[EXCERPTED DATA — start]

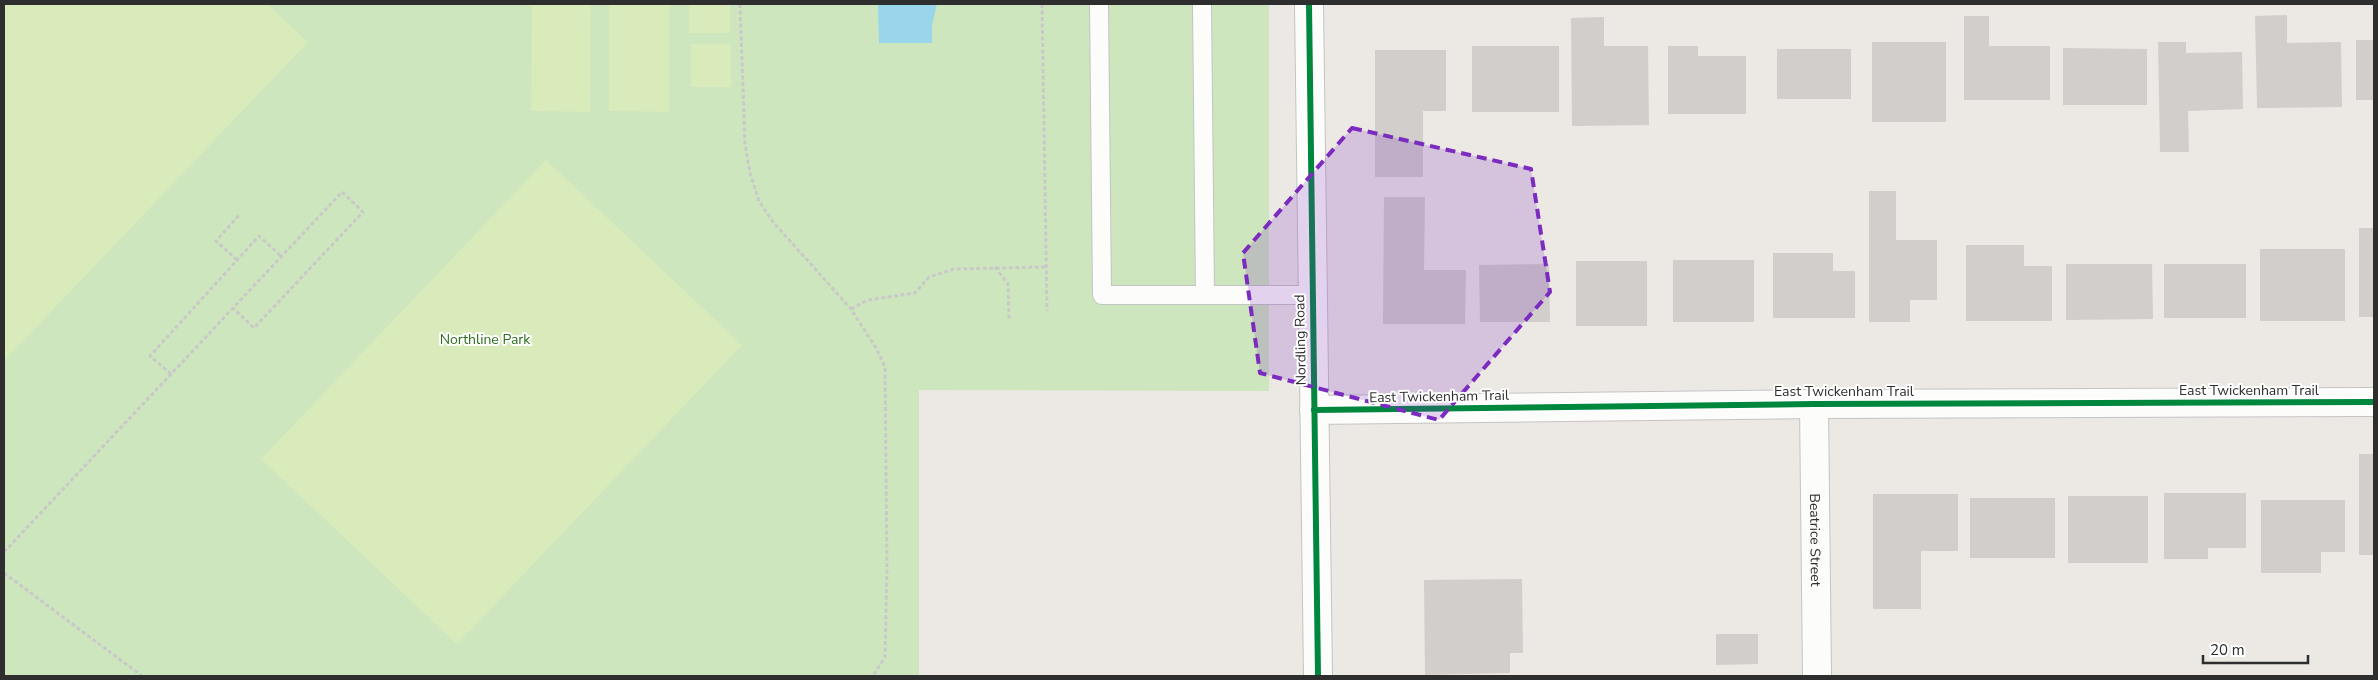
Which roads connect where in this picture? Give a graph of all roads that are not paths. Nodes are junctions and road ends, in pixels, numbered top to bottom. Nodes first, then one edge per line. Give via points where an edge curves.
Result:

[EXCERPTED DATA — finish]
[EXCERPTED DATA — start]

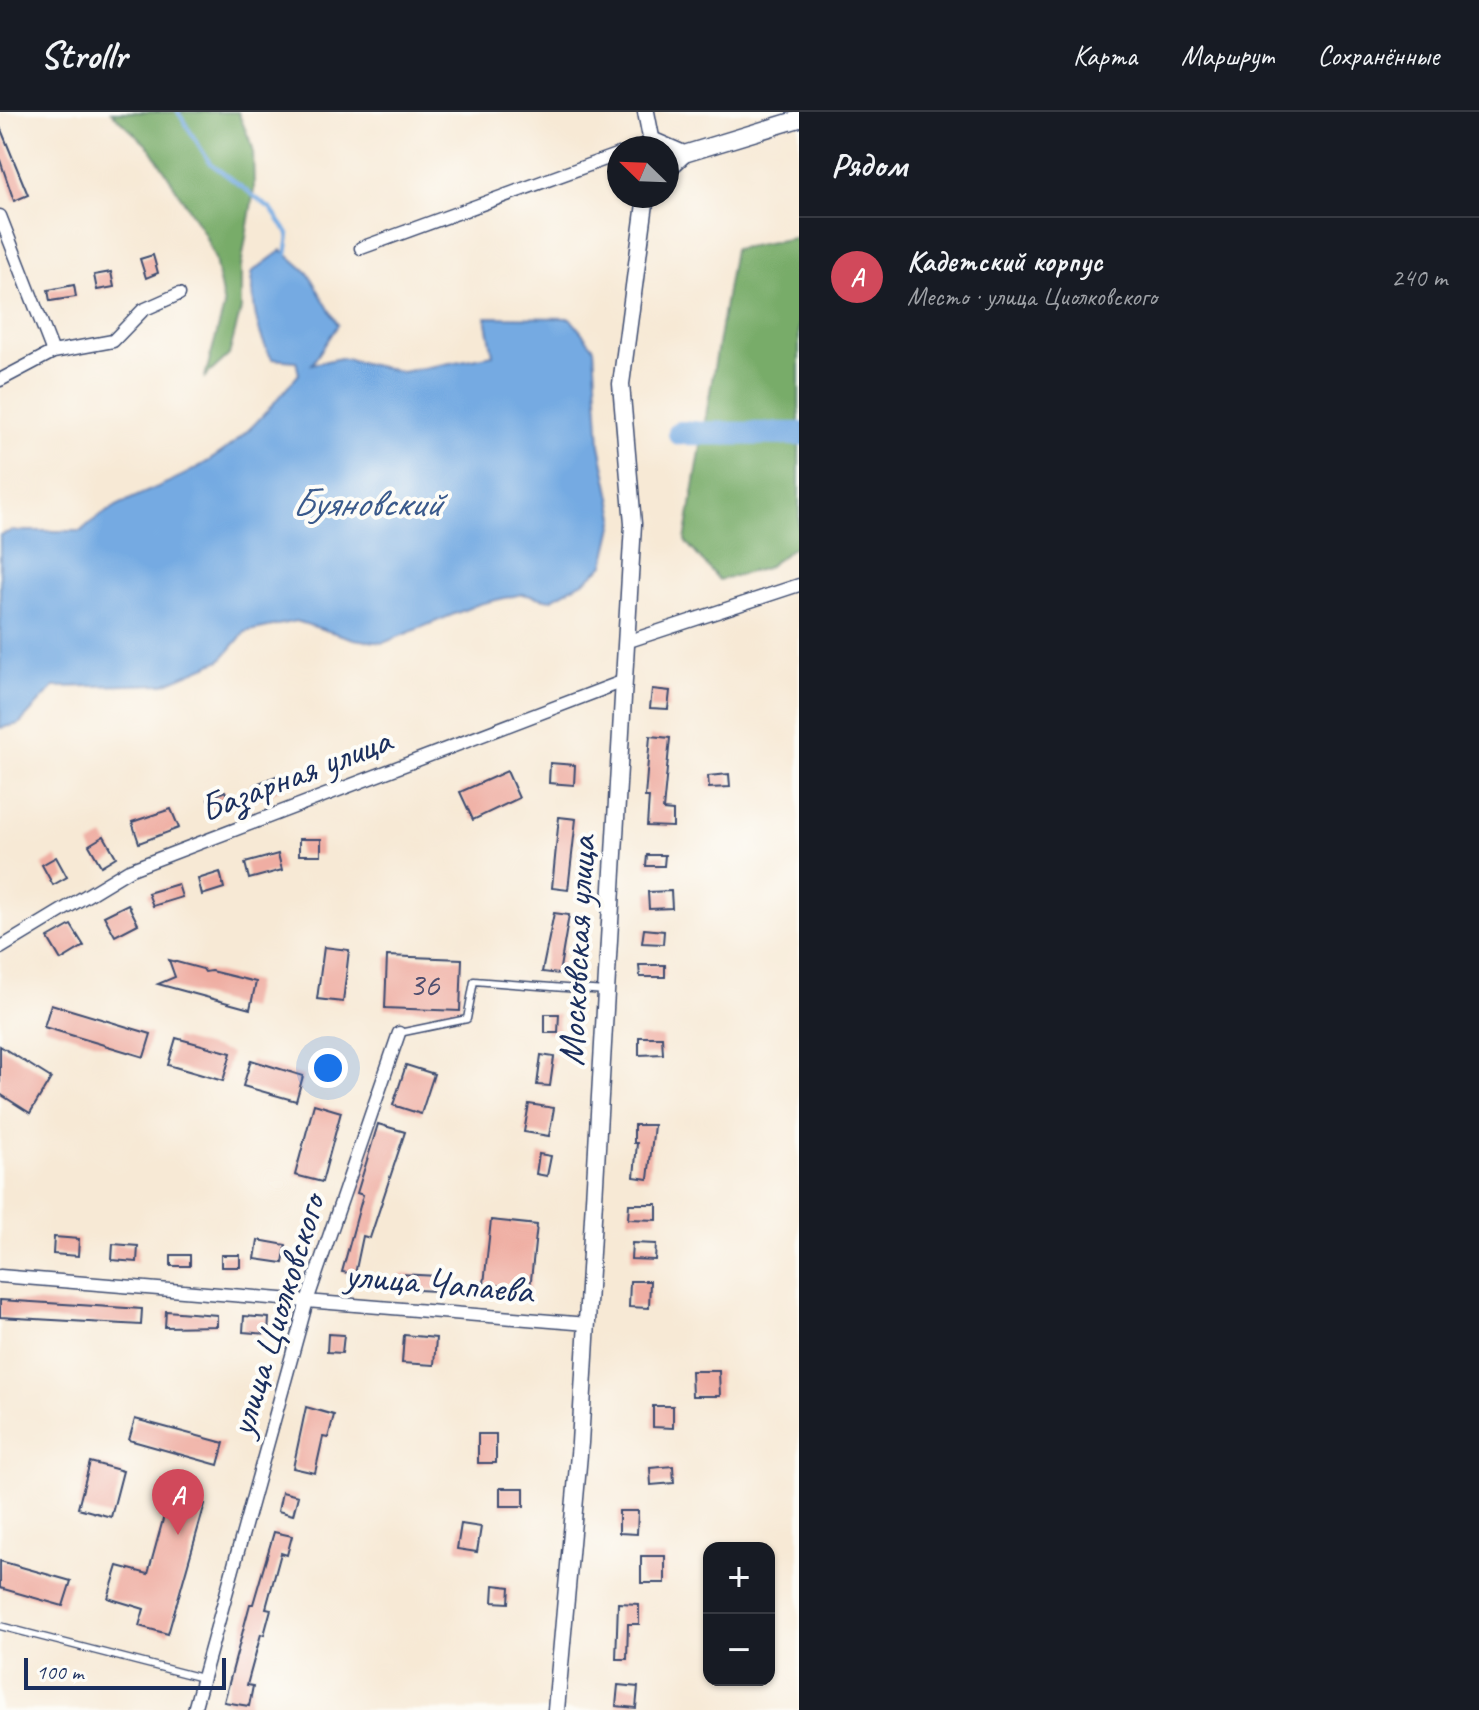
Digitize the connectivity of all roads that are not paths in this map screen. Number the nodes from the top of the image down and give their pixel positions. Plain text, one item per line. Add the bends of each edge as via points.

[EXCERPTED DATA — finish]
[EXCERPTED DATA — start]

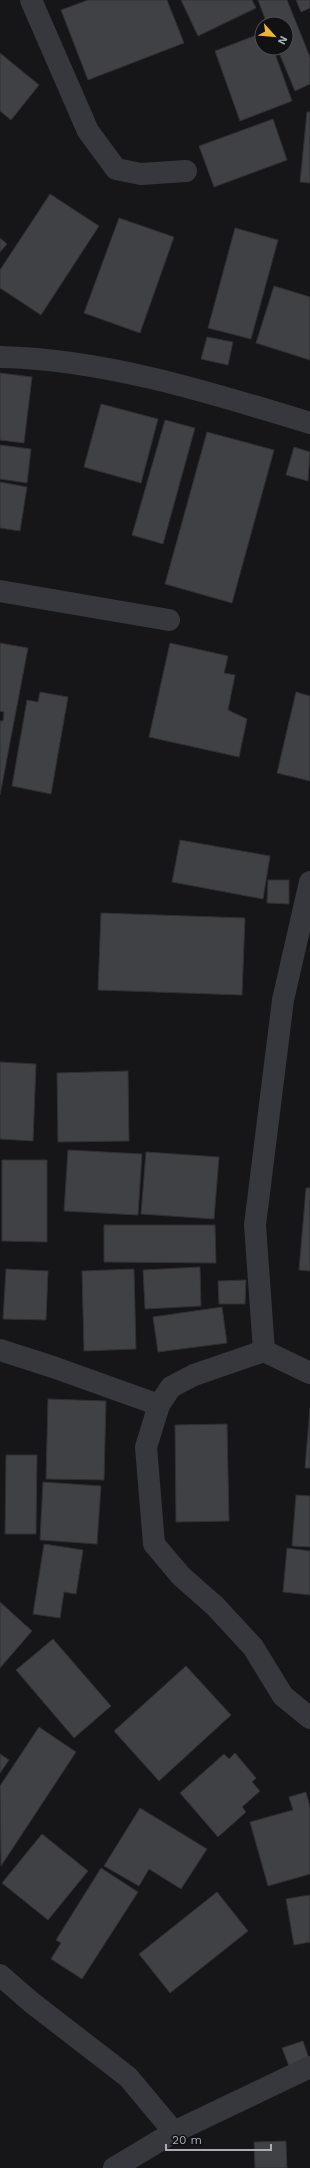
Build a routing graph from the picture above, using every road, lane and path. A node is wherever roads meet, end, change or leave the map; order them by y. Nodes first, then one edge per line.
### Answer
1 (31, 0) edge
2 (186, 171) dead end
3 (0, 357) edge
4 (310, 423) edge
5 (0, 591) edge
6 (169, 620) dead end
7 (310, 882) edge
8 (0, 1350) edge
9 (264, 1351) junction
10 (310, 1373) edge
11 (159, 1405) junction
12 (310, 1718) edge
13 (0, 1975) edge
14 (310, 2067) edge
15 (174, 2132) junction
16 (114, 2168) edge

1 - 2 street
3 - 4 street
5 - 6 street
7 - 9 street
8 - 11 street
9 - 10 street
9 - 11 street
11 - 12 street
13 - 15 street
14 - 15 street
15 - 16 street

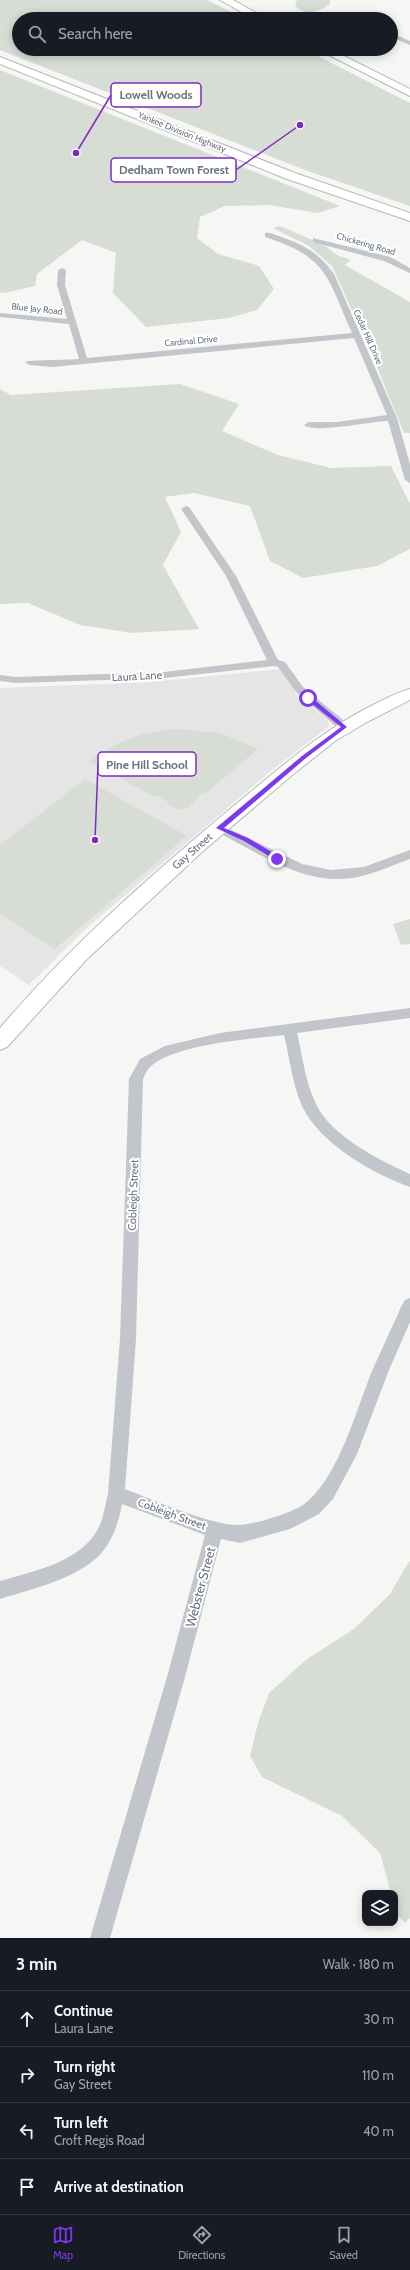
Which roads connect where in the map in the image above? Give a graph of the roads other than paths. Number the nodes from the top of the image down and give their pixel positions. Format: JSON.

[EXCERPTED DATA — finish]

**EXERCISE AIM**. Print an exact copy of the lines above, from the one containing "Build a routing" through the one containing "Which roads connect where in the", and leave out the pictures.

**SOLUTION TO THIS PROBLEM**.
Build a routing graph from the picture above, using every road, lane and path. A node is wherever roads meet, end, change or leave the map; order them by y. Nodes first, then one edge per line.
### Answer
1 (31, 0) edge
2 (186, 171) dead end
3 (0, 357) edge
4 (310, 423) edge
5 (0, 591) edge
6 (169, 620) dead end
7 (310, 882) edge
8 (0, 1350) edge
9 (264, 1351) junction
10 (310, 1373) edge
11 (159, 1405) junction
12 (310, 1718) edge
13 (0, 1975) edge
14 (310, 2067) edge
15 (174, 2132) junction
16 (114, 2168) edge

1 - 2 street
3 - 4 street
5 - 6 street
7 - 9 street
8 - 11 street
9 - 10 street
9 - 11 street
11 - 12 street
13 - 15 street
14 - 15 street
15 - 16 street

Which roads connect where in the map in the image above? Give a graph of the roads other than paths. Number the nodes from the top of the image down and give their pixel positions. Format: JSON.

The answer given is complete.